Five days ago, she tried to port. The images of what happened then replaced the nice images of her family. The angry images. The hands in the dark and cold. Her body feeling the warm and angry hands in the darkness. The gripping hands. The hands holding her down while other hands removed her clothing. The warm and angry hands hurting her. Other warm and angry parts hurting her. Then no hands and she was cold and crying in the darkness. She would not try. It was now the same everywhere, she thought. And she would die anyway. Probably brutally.

It was difficult to hold onto a thought, she noticed, and it was getting darker but the sun was still shining across the water. The blue sky was growing bluer. Her thoughts became quieter and she felt very aware and part of everything around her. The teak deck felt good and sturdy under her and she was part of that. The blood all around redder and the stream slower and she was part of that. The mast seemed to stretch taller into the rich blue sky. The rich blue sky was getting richer and darker and the sun was still shining and she was part of that too. It was all very beautiful to be part of that she felt. Very beautiful. It was darker. The sun shining across the water. Still very beautiful and everything getting darker. Everything was dark now and the sun still shining across the water.

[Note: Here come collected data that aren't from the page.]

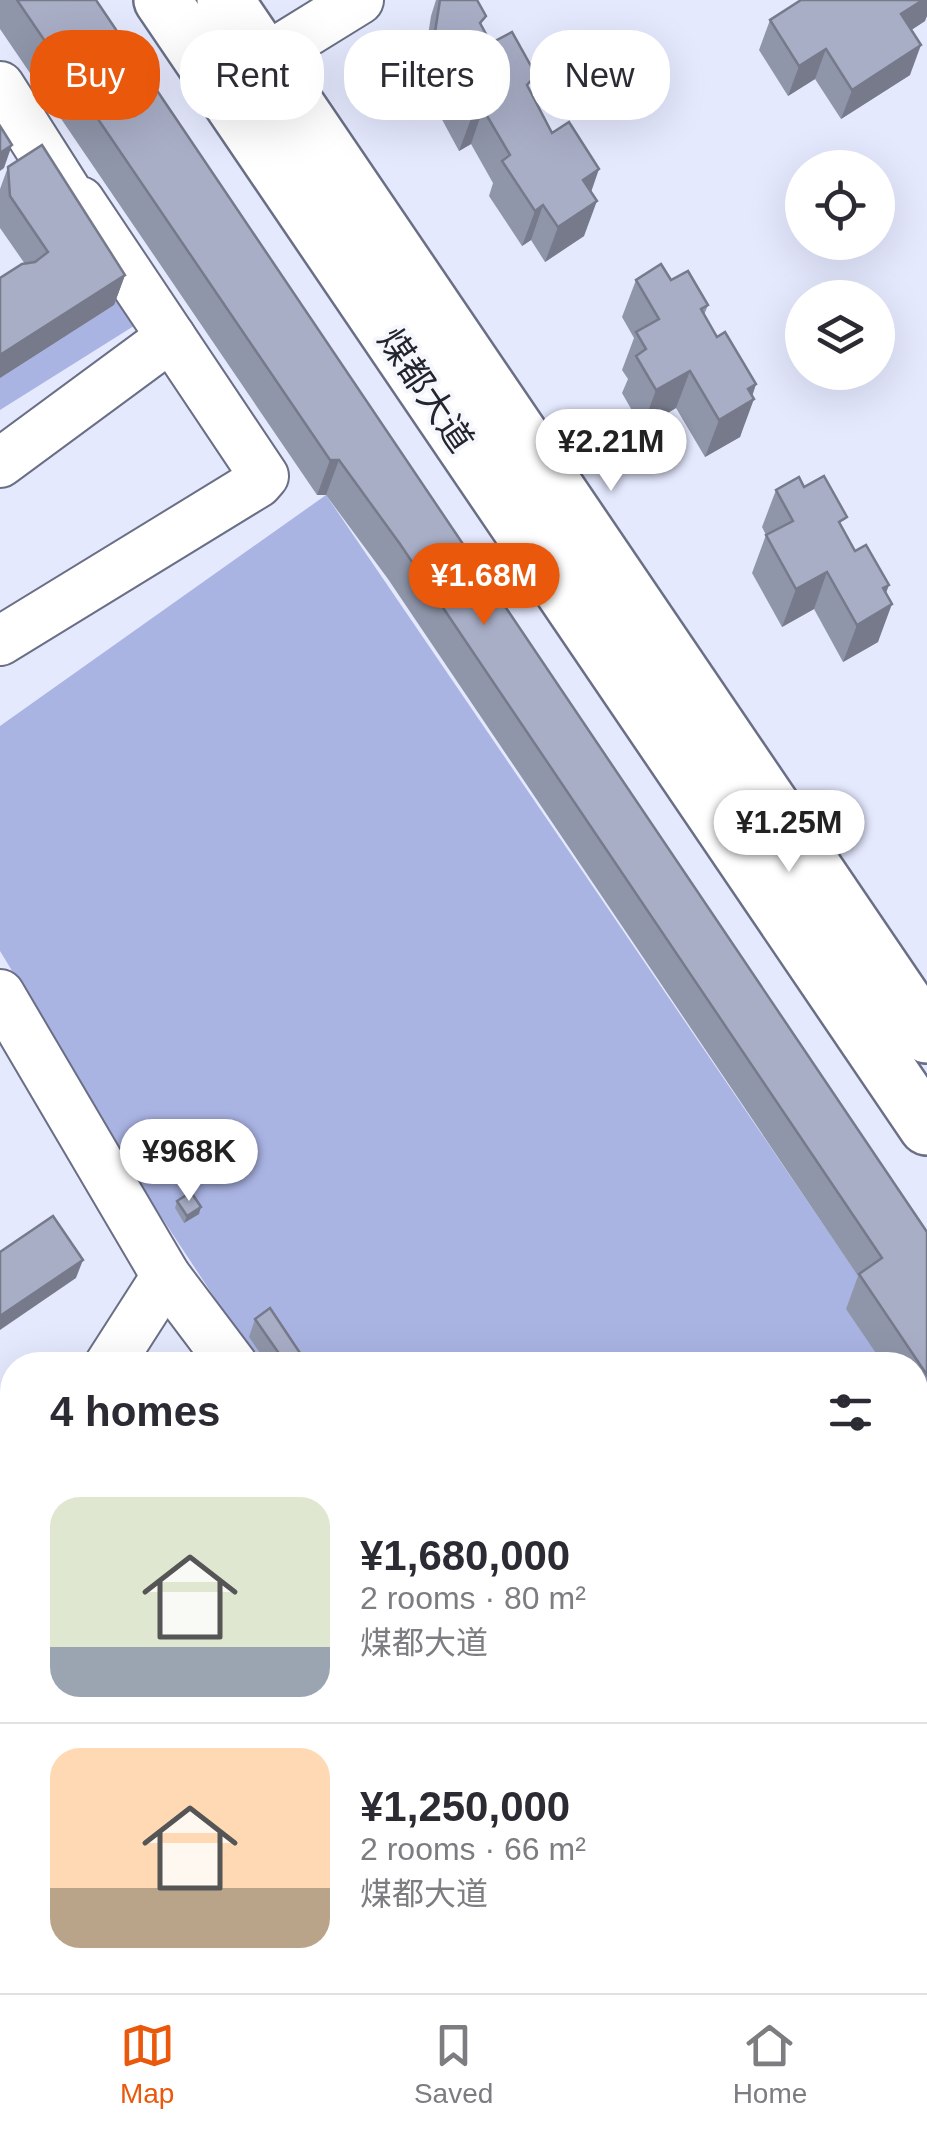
<!DOCTYPE html>
<html lang="en">
<head>
<meta charset="utf-8">
<style>
	:root { --surface:#fff; --page:#f7f7f7; --text:#2b2b33; --muted:#7c7c81; --line:#e1e1e2; --accent:#ea580c }
	body { margin:0; font-family:Helvetica,"Noto Sans SC",sans-serif; background:var(--page); color:var(--text); height:100vh; display:flex; flex-direction:column; font-size:38px; white-space:nowrap }
	* { box-sizing:border-box; margin:0 }
	p { font-size:32px; color:var(--muted) }
	.icon { flex:none; width:55px; height:55px; fill:none; stroke:currentColor; stroke-width:2; stroke-linecap:round; stroke-linejoin:round }
	.map { position:relative; flex:1; overflow:hidden }
	.details { position:absolute; left:0px; top:1352px; width:928px; height:642px; display:flex; flex-direction:column; background:var(--surface); border-radius:40px 40px 0 0; box-shadow:0 10px 40px #0002 }
	.details>* { flex:none }
	.hud { position:absolute; left:30px; top:30px; width:868px; height:90px; display:flex; gap:20px }
	.buttons { position:absolute; left:785px; top:150px; display:grid; gap:20px }
	.buttons a { display:grid; place-items:center; width:110px; height:110px; border-radius:50%; background:var(--surface); box-shadow:0 10px 40px #0002; font-size:50px }
	.price { position:absolute; translate:-50% -85px; padding:0 22px; border-radius:35px; background:#fff; color:#222; font-size:32px; line-height:65px; filter:drop-shadow(0 2px 5px #0008) }
	.price::after { content:''; position:absolute; left:50%; top:60px; width:30px; height:22px; margin-left:-15px; background:inherit; clip-path:polygon(0 0,100% 0,50% 100%) }
	.price.current { background:var(--accent); color:#fff }
	ul { padding:0; list-style:none }
	li { display:flex; align-items:center; gap:30px; height:250px; padding:0 50px }
	li+li { border-top:2px solid var(--line) }
	li span { display:grid; place-items:center; flex:none; width:280px; height:200px; border-radius:30px; color:#555 }
	li>.icon { margin-inline-start:auto }
	span .icon { width:120px; height:120px; fill:#fffc; stroke-width:1 }
	li b { font-size:42px }
	h2 { display:flex; justify-content:space-between; align-items:center; height:120px; padding:0 50px; font-size:42px }
	.tag { padding:0 35px; border-radius:40px; background:var(--surface); box-shadow:0 10px 40px #0002; font-size:35px; line-height:90px }
	.tag.current { background:var(--accent); color:#fff }
	.tabs { display:flex; justify-content:space-around; align-items:center; height:140px; border-top:2px solid var(--line); background:var(--surface); font-size:28px; color:var(--muted) }
	.tabs a { display:grid; justify-items:center; gap:5px }
	.tabs .current { color:var(--accent) }
	.map>svg:first-child { display:block }
</style>
</head>
<body>
<div class="map">
<svg width="927" height="1993" viewBox="0 0 927 1993">
	<rect width="100%" height="100%" fill="#e5e9fe"/>
	<g fill="#aab4e3">
		<polygon points="31,175 145,319 0,410 0,378 114,305"/>
		<polygon points="326,495 870,1293 884,1365 259,1365 160,1215 0,951 0,726"/>
	</g>
	<g fill="none" stroke-linecap="round" stroke-linejoin="round">
		<g stroke="#6a6f85" stroke-width="52">
			<g id="minor">
				<polyline points="236,76 359,0"/>
				<polyline points="0,86 75,204 80,201 264,476 258,483 0,641"/>
				<polyline points="0,463 171,337"/>
				<polyline points="0,994 166,1276 233,1365"/>
				<polyline points="109,1365 166,1276"/>
				<polyline points="0,1521 12,1505"/>
				<polyline points="0,1878 12,1883"/>
				<polyline points="187,1982 213,1993"/>
				<polyline points="260,1982 286,1993"/>
			</g>
		</g>
		<g stroke="#6a6f85" stroke-width="60">
			<g id="major">
				<polyline points="162,0 927,1127"/>
				<polyline points="225,0 927,1035"/>
			</g>
		</g>
		<use href="#minor" stroke="#fff" stroke-width="48"/>
		<use href="#major" stroke="#fff" stroke-width="55"/>
	</g>
	<g fill="#9096aa">
		<polygon points="0,0 96,0 927,1232 927,1429 915,1411 915,1365 884,1365 846,1309 858,1276 388,579 326,495 317,495 0,29"/>
		<polygon points="436,0 477,0 482,27 491,43 530,90 552,133 591,192 584,236 545,262 531,240 522,246 489,196 493,183 471,144 459,151 432,101 436,89 418,99 431,16"/>
		<polygon points="770,20 925,21 911,30 910,75 841,119 815,79 788,96 759,50"/>
		<polygon points="8,167 125,275 114,305 0,378 0,278 25,264 0,228 0,189"/>
		<polygon points="636,280 671,280 708,305 704,315 717,337 756,384 740,437 705,457 676,408 642,428 622,393 628,379 622,370 634,338 622,317"/>
		<polygon points="804,487 843,528 855,551 886,593 878,642 843,662 814,609 782,627 752,573 766,535 762,527 776,490"/>
		<polygon points="177,1201 199,1214 184,1223 175,1208"/>
		<polygon points="255,1319 308,1365 268,1365 249,1337"/>
		<polygon points="927,1562 927,1674 915,1655 915,1570"/>
		<polygon points="414,1982 446,1982 442,1993"/>
		<polygon points="516,1982 731,1982 727,1993 512,1993"/>
	</g>
	<g fill="#767a8b">
		<polygon points="923,0 927,0 927,16 925,21 890,44 901,14"/>
		<polygon points="921,45 910,75 841,119 852,90"/>
		<polygon points="826,49 815,79 788,96 799,66"/>
		<polygon points="450,53 436,89 418,99 430,64"/>
		<polygon points="483,109 471,144 459,151 472,116"/>
		<polygon points="12,145 4,168 0,171 0,153"/>
		<polygon points="599,169 587,204 583,180"/>
		<polygon points="597,201 584,236 545,262 558,227"/>
		<polygon points="543,205 531,240 522,246 535,211"/>
		<polygon points="125,275 114,305 0,378 0,355"/>
		<polygon points="690,371 676,408 642,428 656,390"/>
		<polygon points="756,384 750,401 754,399 740,437 705,457 719,420 748,389"/>
		<polygon points="330,460 339,460 326,495 317,495"/>
		<polygon points="827,572 814,609 782,627 796,589"/>
		<polygon points="889,585 879,612 892,604 878,642 843,662 857,625 883,588"/>
		<polygon points="201,1207 199,1214 184,1223 187,1216"/>
		<polygon points="83,1260 76,1278 0,1330 0,1316"/>
		<polygon points="12,1717 12,1732 0,1750 0,1735"/>
	</g>
	<g fill="#a8aec6" stroke="#767a8b" stroke-width="2.5">
		<polygon points="17,0 96,0 927,1232 927,1375 859,1274 882,1258 400,544 339,460 330,460"/>
		<polygon points="440,0 477,0 486,16 480,23 491,43 512,32 536,75 527,85 552,133 569,122 599,169 583,180 597,201 558,227 543,205 535,211 502,161 510,155 483,109 472,116 444,66 454,61 450,53 430,64"/>
		<polygon points="801,0 923,0 901,14 921,45 852,90 826,49 799,66 770,20"/>
		<polygon points="0,126 12,145 0,153"/>
		<polygon points="42,145 125,275 0,355 0,278 22,264 35,262 48,252 10,196 8,167"/>
		<polygon points="661,264 671,280 688,271 708,305 701,309 717,337 725,332 756,384 748,389 754,399 719,420 690,371 656,390 636,356 646,349 636,332 659,319 636,280"/>
		<polygon points="824,476 847,517 839,522 855,551 866,545 889,585 883,588 892,604 857,625 827,572 796,589 766,535 793,521 776,490 799,477 804,487"/>
		<polygon points="191,1192 201,1207 187,1216 177,1201"/>
		<polygon points="53,1216 83,1260 0,1316 0,1252"/>
		<polygon points="270,1308 308,1365 287,1365 255,1319"/>
		<polygon points="12,1517 12,1717 0,1735 0,1536"/>
		<polygon points="927,1562 927,1637 915,1619 915,1570"/>
		<polygon points="927,1954 927,1993 900,1993 907,1982 915,1982 915,1971"/>
		<polygon points="516,1982 730,1982 725,1993 534,1993 515,1984"/>
	</g>
	<g text-anchor="middle" dominant-baseline="central" stroke-width="8" stroke-linejoin="round" paint-order="stroke">
		<g font-size="35" fill="#22242e" stroke="#f6f7fd">
			<text transform="translate(426 390) rotate(56)">煤都大道</text>
		</g>
	</g>
</svg>
<div class="buttons">
<a><svg class="icon" aria-label="locate" viewBox="0 0 24 24"><circle cx="12" cy="12" r="6"/><path d="M12 2v4M12 18v4M2 12h4M18 12h4"/></svg></a>
<a><svg class="icon" aria-label="layers" viewBox="0 0 24 24"><path d="M12 4l9 5-9 5-9-5zM3 14l9 5 9-5"/></svg></a>
</div>
<b class="price" style="left:611px;top:494px">¥2.21M</b>
<b class="price current" style="left:484px;top:628px">¥1.68M</b>
<b class="price" style="left:789px;top:875px">¥1.25M</b>
<b class="price" style="left:189px;top:1204px">¥968K</b>
<div class="hud">
<a class="tag current">Buy</a>
<a class="tag">Rent</a>
<a class="tag">Filters</a>
<a class="tag">New</a>
</div>
<section class="details">
<h2>4 homes<svg class="icon" aria-label="filters" viewBox="0 0 24 24"><path d="M4 7h16M4 17h16"/><circle cx="9" cy="7" r="2"/><circle cx="15" cy="17" r="2"/></svg></h2>
<ul>
<li><span style="background:linear-gradient(#dfe7d0 75%,#9aa5b1 0)"><svg class="icon" aria-label="home" viewBox="0 0 24 24"><path d="M3 11l9-7 9 7M6 9v11h12V9"/></svg></span><div><b>¥1,680,000</b><p>2 rooms · 80 m²</p><p>煤都大道</p></div></li>
<li><span style="background:linear-gradient(#ffd9b3 70%,#b9a48a 0)"><svg class="icon" aria-label="home" viewBox="0 0 24 24"><path d="M3 11l9-7 9 7M6 9v11h12V9"/></svg></span><div><b>¥1,250,000</b><p>2 rooms · 66 m²</p><p>煤都大道</p></div></li>
</ul>
</section>
</div>
<nav class="tabs">
<a class="current"><svg class="icon" aria-label="map" viewBox="0 0 24 24"><path d="M3 6l6-2 6 2 6-2v14l-6 2-6-2-6 2zM9 4v14M15 6v14"/></svg>Map</a>
<a><svg class="icon" aria-label="saved" viewBox="0 0 24 24"><path d="M7 4h10v16l-5-4-5 4z"/></svg>Saved</a>
<a><svg class="icon" aria-label="home" viewBox="0 0 24 24"><path d="M3 11l9-7 9 7M6 9v11h12V9"/></svg>Home</a>
</nav>
</body>
</html>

There was no thinking. And it was dark. There were no images of angry hands. There were no images of family. There was no fear and there was no peace. There was nothing beautiful. There was no rich blue sky and there was no blood surrounding her. There was no part of anything. Allison Pratt did not know she was on the deck. She did not know she was no longer breathing the easy air. The blood was no longer flowing and her body grew cold and pale in the easy afternoon sun.

Then there was pain. It moved up along her back and burrowed inside her head. There was coldness running into her arm. There was darkness and thinking. Allison’s eyes snapped open. She felt restricted and did not know where she was. She felt the cold teak deck under her and she felt a salty breeze across her face. Her left arm felt heavy and she touched it. It was inside something soft. There was a plastic tube with a needle taped to her right arm. She traced the tube to a plastic bag filled with liquid that had been hung from a boom above her. She removed the bag from the boom and rolled over onto her stomach. She felt hungry and hollow from which a pounding came up and into her throat. There was not enough light to see the deck of her ship and she tried standing but fell. She crawled to the hatch at the rear of the ship and hurt her knees going down into the cabin. Once inside, she flipped on a light switch. Her left arm bandaged and she was clean. Her clothing was different. Her shirt had a note pinned to it. She tore it off and read: ‘Not Yet.’


She grabbed hold of a rail near her and with her unrestrained arm pulled herself to her feet. She climbed the narrow and steep stairs onto the deck. The plastic bag filled with blood dragged behind her. The wind caught her hair and she listened. She wasn’t sure what she was listening for. The water was dark and calm and the only sound was the lapping water against the hull. A sensation of panic set in and made her stomach feel hollow again and she felt as if she was going to vomit.

Accompanied by the sensation of panic, she felt alone. She touched the bandage on her arm again. She dropped the note, picked up the blood bag and the inside of her head swirled. Her consciousness drained, her hands trying to grab hold of something to steady herself but a moment later she felt herself go limp, hit the deck, and everything became dark again.